In eerste instantie lijkt dat nog positief: ze zijn niet te vinden in het bergmeer, maar dat is omdat ze de vrijheid hebben genomen te ontbreken. Ze zijn afgedaald naar de ‘zo zoete zee’. Bij het woord zoete raak je even in verwarring – het kan eigenlijk alleen betekenen dat de zee aantrekkelijk was, voor die vissen uit dat meer. In de laatste regels slaat het om, want vissen horen niet te drijven onder zulke feestelijke omstandigheden.
Kijkcijfers
Men kan geen bespreking van zwaals werk schrijven zonder erop te wijzen dat het te weinig lezers heeft, zoals Marc Kregting bijvoorbeeld 21 jaar geleden deed in De Gids. Het wordt ook niet beter. Voor zover ik kan nagaan is sinds het verschijnen eind februari zelfs nog geen bespreking verschenen van zeesnede.
(Ik vind alleen een eigenaardig stukje van Mario Molegraaf in PZC dat gaat over het Zeeuwse gehalte van het werk en waarin natuurlijk ook melding wordt gemaakt van het feit dat zwaal zo weinig lezers heeft.)
(Nog even terzijde: niet alleen Zeeland speelt een rol in Zwaals werk, maar allerlei andere provincies ook.
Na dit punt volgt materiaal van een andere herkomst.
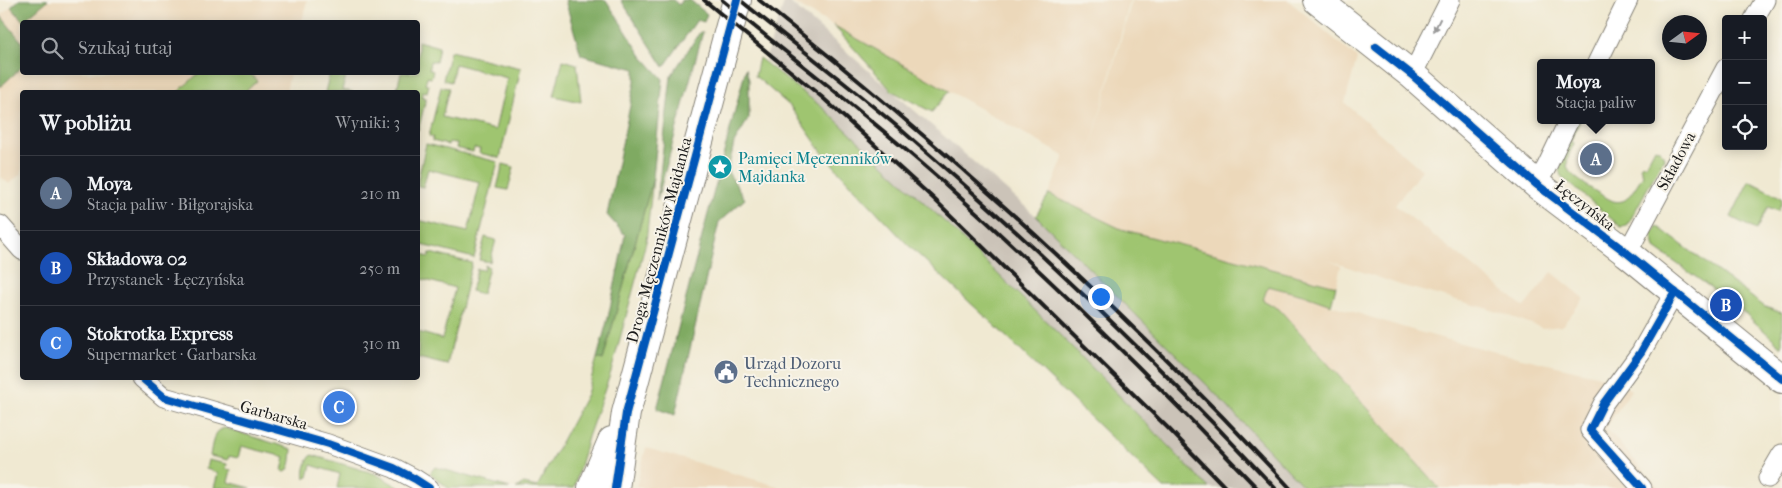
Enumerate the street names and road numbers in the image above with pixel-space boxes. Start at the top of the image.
street label: Składowa [1653,128,1700,194]
street label: Droga Męczenników Majdanka [622,134,696,345]
street label: Łęczyńska [1551,176,1619,235]
street label: Garbarska [238,396,311,434]

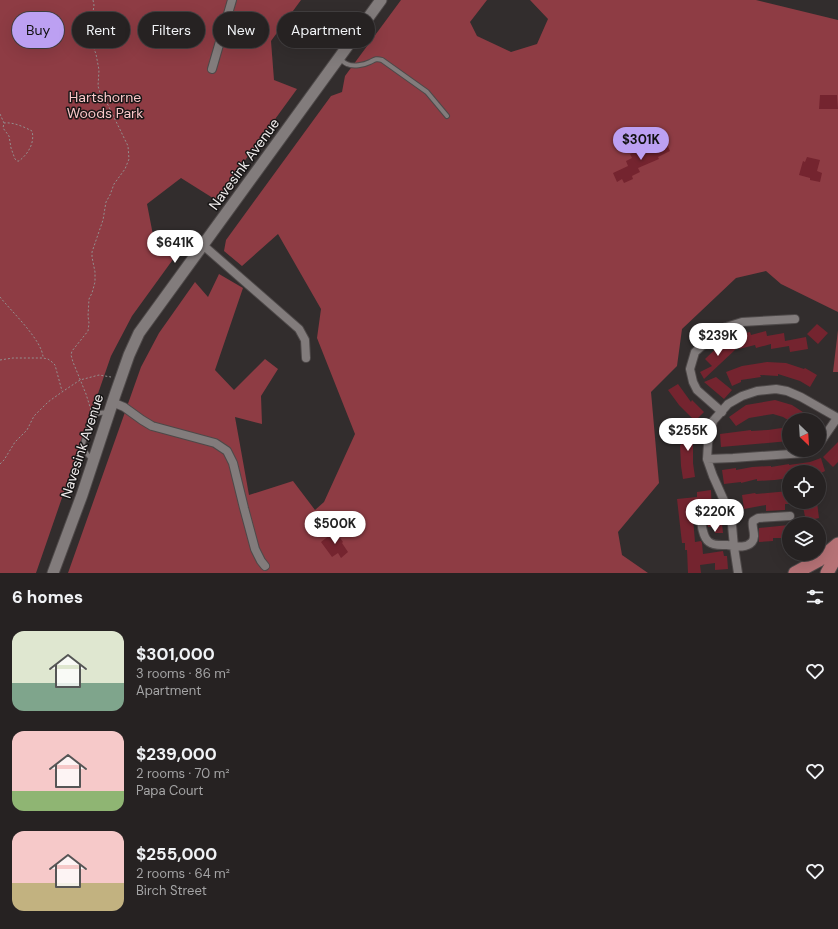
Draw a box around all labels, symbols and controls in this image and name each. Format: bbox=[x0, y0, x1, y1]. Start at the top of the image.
chip: Buy bbox=[12, 12, 64, 48]
chip: Rent bbox=[72, 12, 130, 48]
chip: Filters bbox=[138, 12, 205, 48]
chip: New bbox=[213, 12, 269, 48]
chip: Apartment bbox=[277, 12, 375, 48]
park label: Hartshorne Woods Park bbox=[67, 88, 143, 122]
street label: Navesink Avenue bbox=[205, 115, 283, 213]
pin: $301K bbox=[613, 127, 669, 161]
text: $301K bbox=[622, 131, 660, 148]
pin: $641K bbox=[147, 230, 203, 264]
text: $641K bbox=[156, 234, 194, 251]
pin: $239K bbox=[690, 323, 746, 357]
text: $239K bbox=[698, 327, 738, 344]
street label: Navesink Avenue bbox=[57, 391, 107, 501]
north arrow bbox=[782, 413, 826, 457]
map controls bbox=[782, 413, 826, 561]
pin: $255K bbox=[660, 418, 716, 452]
text: $255K bbox=[668, 422, 708, 439]
button: locate bbox=[782, 465, 826, 509]
pin: $220K bbox=[687, 499, 743, 533]
text: $220K bbox=[695, 503, 735, 520]
pin: $500K bbox=[307, 511, 363, 545]
text: $500K bbox=[314, 515, 356, 532]
button: layers bbox=[782, 517, 826, 561]
text: 6 homes bbox=[12, 586, 83, 608]
icon: filters bbox=[804, 586, 826, 608]
text: $301,000 bbox=[136, 643, 215, 665]
icon: home bbox=[44, 647, 92, 695]
icon: heart bbox=[804, 660, 826, 682]
text: 3 rooms · 86 m² bbox=[136, 665, 230, 682]
text: Apartment bbox=[136, 682, 201, 699]
text: $239,000 bbox=[136, 743, 217, 765]
icon: home bbox=[44, 747, 92, 795]
icon: heart bbox=[804, 760, 826, 782]
text: 2 rooms · 70 m² bbox=[136, 765, 230, 782]
text: Papa Court bbox=[136, 782, 203, 799]
text: $255,000 bbox=[136, 843, 217, 865]
icon: home bbox=[44, 847, 92, 895]
icon: heart bbox=[804, 860, 826, 882]
text: 2 rooms · 64 m² bbox=[136, 865, 230, 882]
text: Birch Street bbox=[136, 882, 207, 899]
In het slotgedicht waarvan ik hierboven de laatste twee regels citeerde zijn bijvoorbeeld allerlei plaatsnamen van Noord-Hollandse steden en dorpen verwerkt, zodat voordat de vangboot van helder weer uitvaart op een interessante manier dubbelzinnig is.)
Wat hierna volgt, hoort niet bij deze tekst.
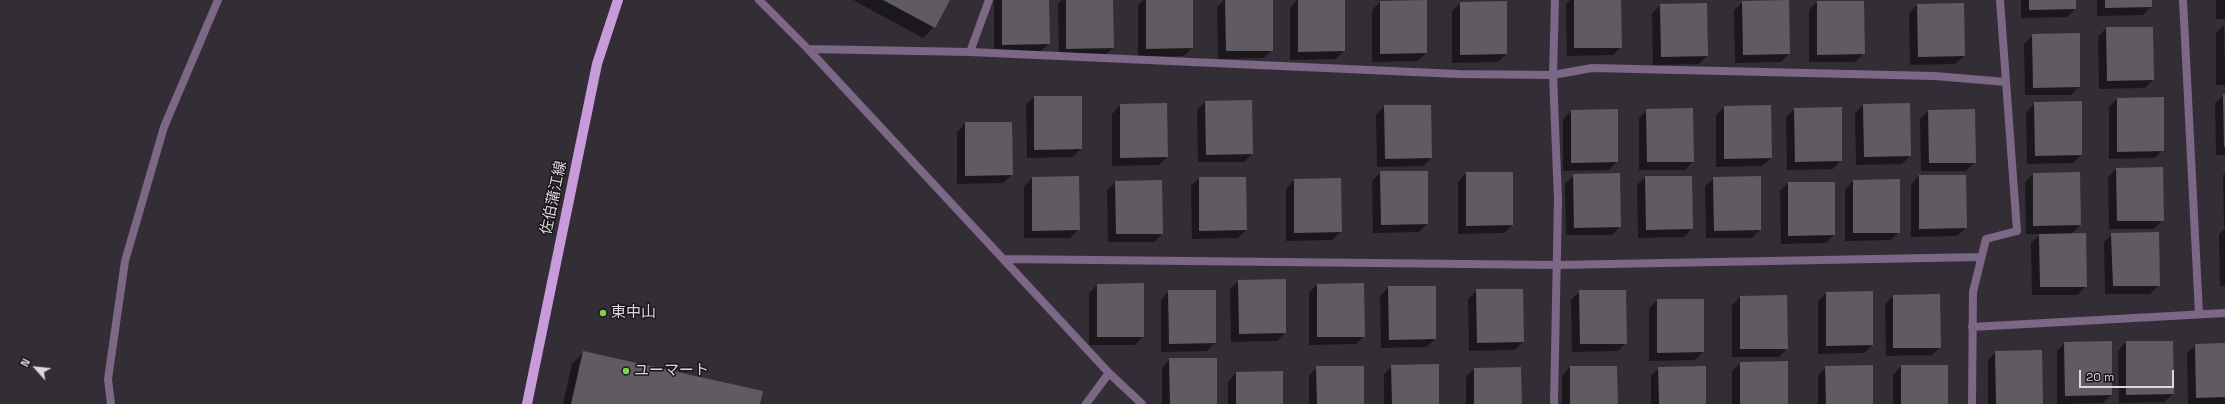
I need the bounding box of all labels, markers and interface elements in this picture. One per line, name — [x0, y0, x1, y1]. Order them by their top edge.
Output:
street label: 佐伯蒲江線 — [537, 159, 571, 237]
place label: 東中山 — [611, 304, 656, 322]
marker: 東中山 — [598, 308, 608, 318]
north arrow — [16, 348, 56, 388]
text: N — [17, 356, 33, 369]
place label: ユーマート — [634, 362, 709, 380]
scale bar — [2081, 362, 2176, 388]
marker: ユーマート — [621, 366, 631, 376]
text: 20 m — [2086, 369, 2114, 385]

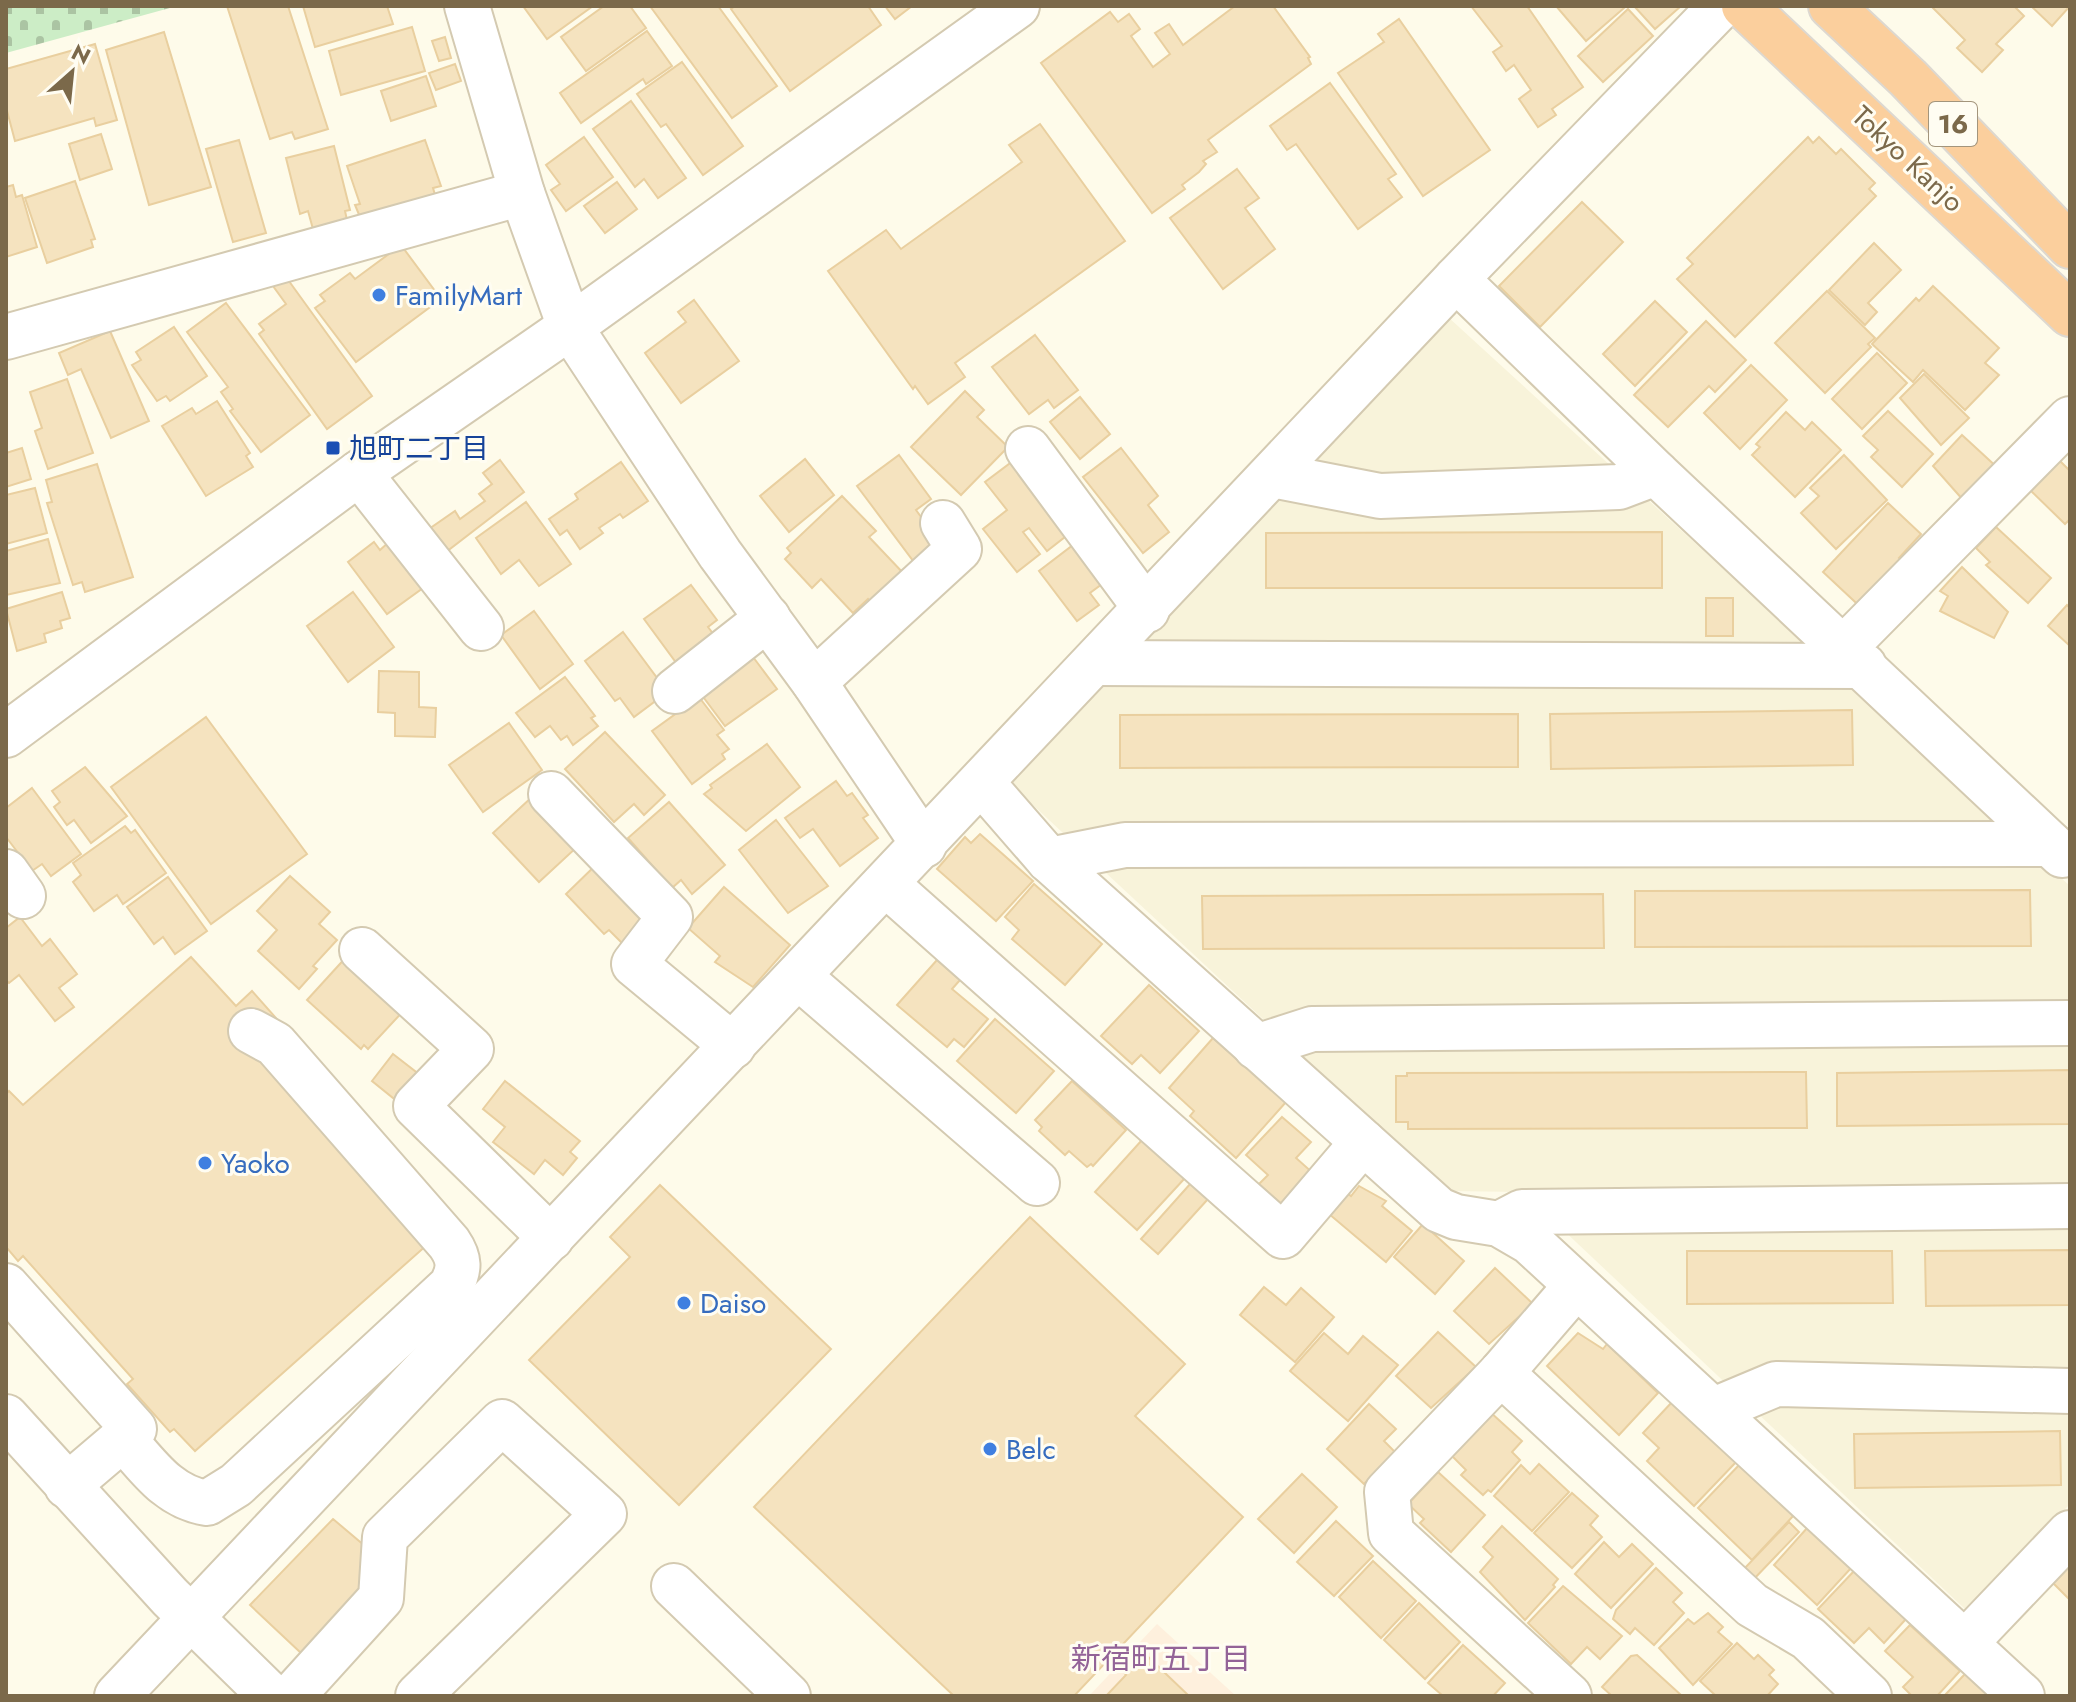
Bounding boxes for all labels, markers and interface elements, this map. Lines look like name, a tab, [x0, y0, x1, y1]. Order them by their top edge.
north arrow	[32, 32, 112, 112]
text: N	[66, 36, 96, 72]
street label: Tokyo Kanjo	[1843, 96, 1973, 222]
road number: 16	[1929, 102, 1977, 146]
place label: FamilyMart	[395, 275, 522, 316]
marker: FamilyMart	[370, 286, 388, 304]
place label: 旭町二丁目	[349, 428, 489, 469]
marker: 旭町二丁目	[324, 439, 342, 457]
place label: Yaoko	[221, 1143, 290, 1184]
marker: Yaoko	[196, 1154, 214, 1172]
place label: Daiso	[700, 1283, 766, 1324]
marker: Daiso	[675, 1294, 693, 1312]
place label: Belc	[1006, 1429, 1056, 1470]
marker: Belc	[981, 1440, 999, 1458]
district label: 新宿町五丁目	[1071, 1637, 1251, 1680]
Het komt misschien ook doordat b. zwaals werk, met al zijn uiterlijke aanhankelijkheid aan de avant-garde, ook een beetje een deftig man is, een heer, die zich altijd een beetje in lijkt te houden. Het blijkt bijvoorbeeld uit de bovenstaande video van de presentatie van zijn werk, samen met Anneke Brassinga (ook al een dame). Die video had vanochtend, toen ik dit online zette, overigens 3 kijkers vergaard sinds 19 april 2019.
Inhoudelijk is dat ook wel een beetje zo. Zwaal houdt zich altijd in: de erotiek is geen porno, maar altijd beschaafd. De combinatie van ‘experimenteel’ en goede smaak is kennelijk niet bevorderlijk voor de kijkcijfers of voor de verkoop van het werk. Het zijn moeilijke teksten voor fijnproevers, alleen te genieten voor wie er een stukje gefrituurde zeekraal van de Marqt bij knabbelt. Het zou voor een doorbraak waarschijnlijk ofwel iets toegankelijker moeten, ofwel iets rauwer.
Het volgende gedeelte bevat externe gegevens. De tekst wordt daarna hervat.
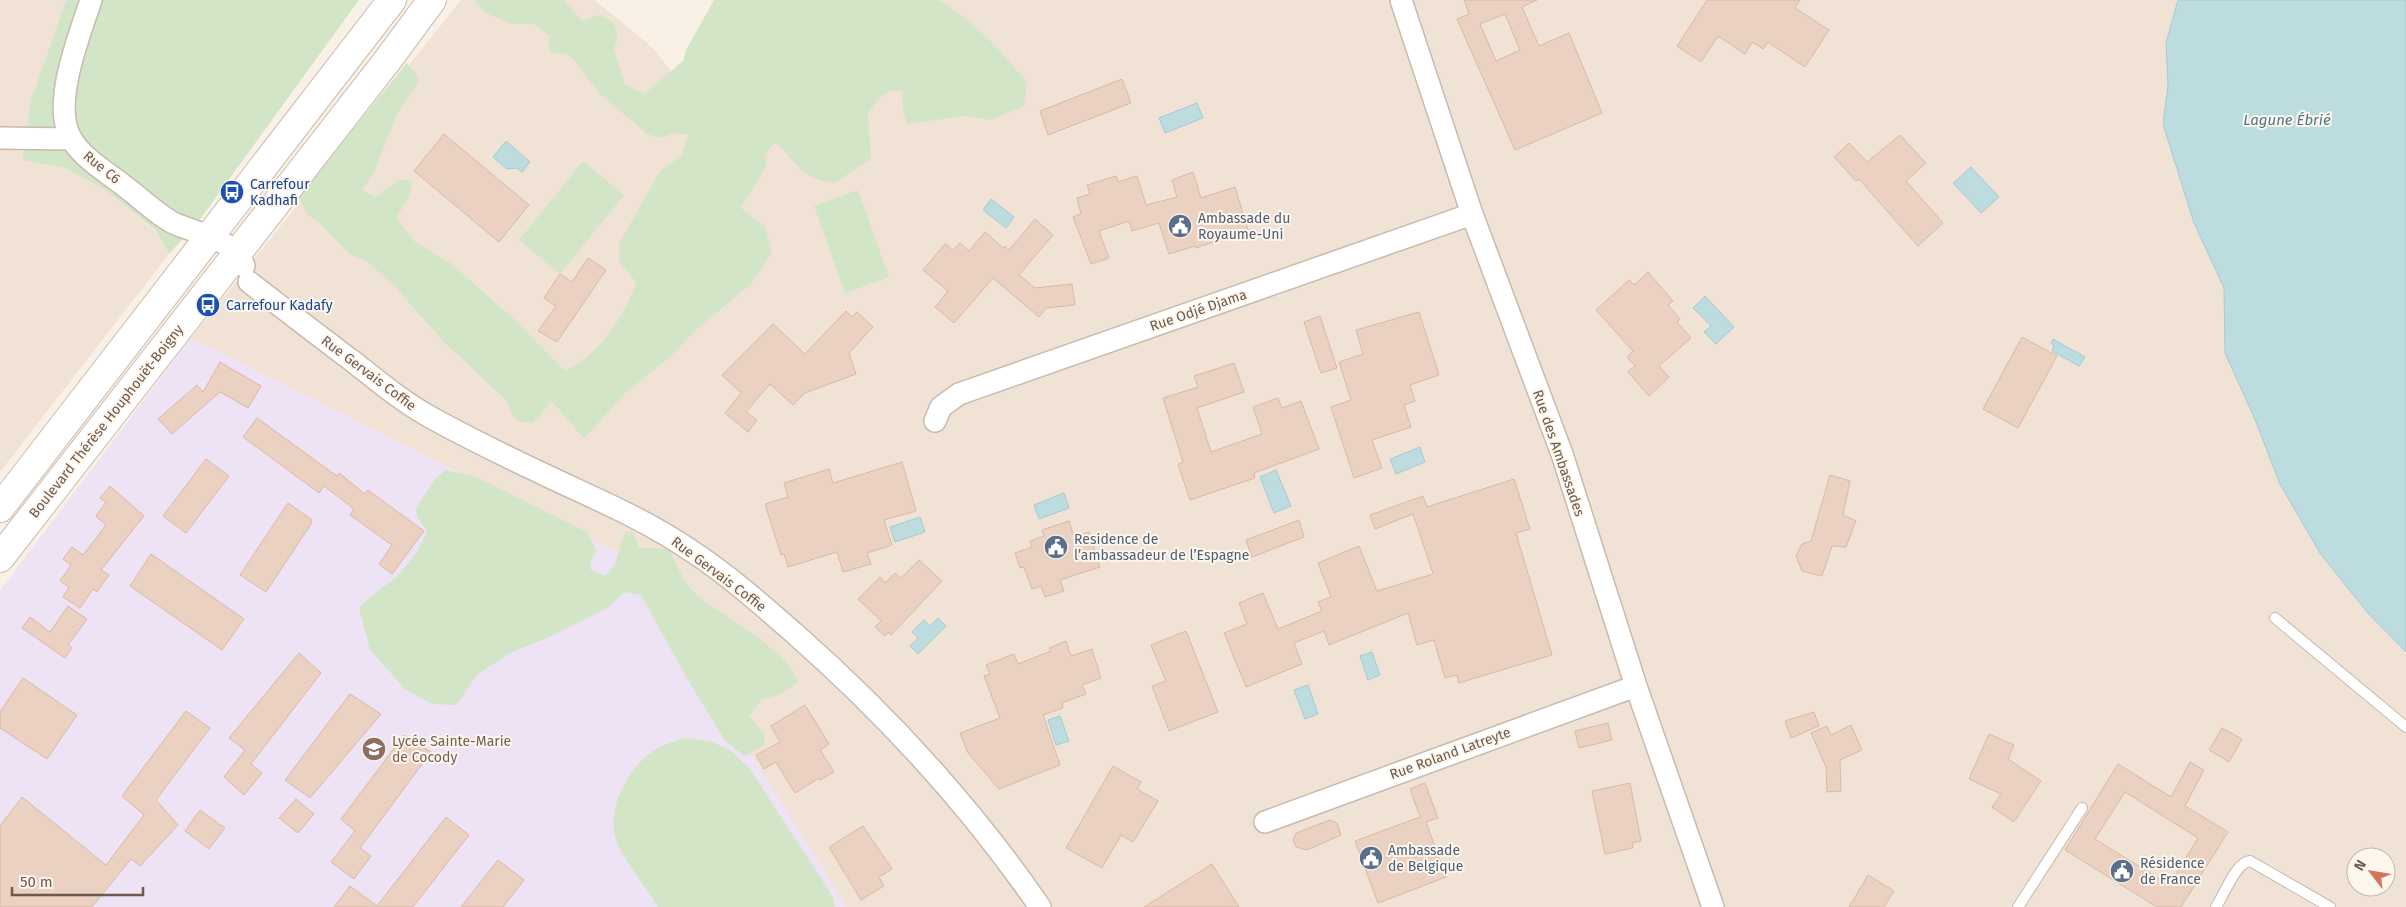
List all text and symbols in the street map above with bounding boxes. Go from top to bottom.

Maar dat staat niet in de weg dat er mooie stenen liggen in een fraai geconstrueerde waterkering.
DirkJan zegt
Detail: “… maar 2019 is natuurlijk ook een beter jaar, 25 jaar na het debuut fiere miniature.” Dat debuut was in 1984, dus 35 jaar geleden, een minder mooi getal. Maar Ben Zwaal werd op 1 januari van dit jaar 75 jaar en dat is wel weer een mooi jubileumgetal.